Records to use:
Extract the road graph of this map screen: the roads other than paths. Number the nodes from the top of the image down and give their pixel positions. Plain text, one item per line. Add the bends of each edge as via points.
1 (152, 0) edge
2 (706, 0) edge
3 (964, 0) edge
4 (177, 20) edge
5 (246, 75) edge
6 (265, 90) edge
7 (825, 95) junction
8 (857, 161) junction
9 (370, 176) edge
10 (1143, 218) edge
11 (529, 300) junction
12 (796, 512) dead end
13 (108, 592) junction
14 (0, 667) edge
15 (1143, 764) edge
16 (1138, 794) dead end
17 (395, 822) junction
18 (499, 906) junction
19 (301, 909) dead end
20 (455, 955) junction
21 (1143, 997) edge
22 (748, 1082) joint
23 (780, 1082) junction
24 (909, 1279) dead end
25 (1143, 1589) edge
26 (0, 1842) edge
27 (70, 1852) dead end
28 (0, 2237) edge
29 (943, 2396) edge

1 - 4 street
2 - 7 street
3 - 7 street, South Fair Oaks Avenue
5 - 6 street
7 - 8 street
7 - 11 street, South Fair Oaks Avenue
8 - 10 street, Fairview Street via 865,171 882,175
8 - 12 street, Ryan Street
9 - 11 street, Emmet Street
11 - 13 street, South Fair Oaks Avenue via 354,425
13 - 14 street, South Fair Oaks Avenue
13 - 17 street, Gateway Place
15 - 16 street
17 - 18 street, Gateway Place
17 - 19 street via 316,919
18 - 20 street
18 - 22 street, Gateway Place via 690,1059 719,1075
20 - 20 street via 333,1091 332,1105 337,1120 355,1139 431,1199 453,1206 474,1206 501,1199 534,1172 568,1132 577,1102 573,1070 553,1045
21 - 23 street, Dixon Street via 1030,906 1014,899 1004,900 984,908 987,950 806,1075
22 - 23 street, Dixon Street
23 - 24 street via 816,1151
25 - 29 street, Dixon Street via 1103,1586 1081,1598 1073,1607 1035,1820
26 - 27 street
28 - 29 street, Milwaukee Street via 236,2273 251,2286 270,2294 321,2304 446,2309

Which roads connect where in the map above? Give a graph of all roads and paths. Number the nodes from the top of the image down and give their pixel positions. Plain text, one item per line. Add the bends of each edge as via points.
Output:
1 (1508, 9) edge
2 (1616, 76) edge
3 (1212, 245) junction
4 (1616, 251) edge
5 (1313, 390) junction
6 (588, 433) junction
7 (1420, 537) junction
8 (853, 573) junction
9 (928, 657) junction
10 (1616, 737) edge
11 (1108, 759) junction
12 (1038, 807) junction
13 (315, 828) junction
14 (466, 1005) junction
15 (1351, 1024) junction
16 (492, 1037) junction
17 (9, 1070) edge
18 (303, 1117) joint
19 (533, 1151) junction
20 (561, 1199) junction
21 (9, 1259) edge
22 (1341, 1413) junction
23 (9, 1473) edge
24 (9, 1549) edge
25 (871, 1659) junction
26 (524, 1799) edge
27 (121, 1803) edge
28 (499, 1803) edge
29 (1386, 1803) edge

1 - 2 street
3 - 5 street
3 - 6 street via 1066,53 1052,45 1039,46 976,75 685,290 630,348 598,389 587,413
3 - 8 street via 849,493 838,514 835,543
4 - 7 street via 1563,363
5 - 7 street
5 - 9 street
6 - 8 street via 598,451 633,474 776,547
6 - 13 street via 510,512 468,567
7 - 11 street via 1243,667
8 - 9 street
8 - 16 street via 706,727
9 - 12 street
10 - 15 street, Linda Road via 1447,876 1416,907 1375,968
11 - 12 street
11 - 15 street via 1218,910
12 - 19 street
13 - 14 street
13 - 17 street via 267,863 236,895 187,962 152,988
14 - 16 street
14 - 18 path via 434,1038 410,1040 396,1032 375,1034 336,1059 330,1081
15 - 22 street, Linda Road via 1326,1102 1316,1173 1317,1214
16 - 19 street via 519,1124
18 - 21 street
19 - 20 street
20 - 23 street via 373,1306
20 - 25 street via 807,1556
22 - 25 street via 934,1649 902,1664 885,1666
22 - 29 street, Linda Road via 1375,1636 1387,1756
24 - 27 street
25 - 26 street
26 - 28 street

Task goal: Go line by line through the data and copy any that contain "paths".

Response:
Extract the road graph of this map screen: the roads other than paths. Number the nodes from the top of the image down and give their pixel positions. Plain text, one item per line. Add the bends of each edge as via points.
Which roads connect where in the map above? Give a graph of all roads and paths. Number the nodes from the top of the image down and give their pixel positions. Plain text, one item per line. Add the bends of each edge as via points.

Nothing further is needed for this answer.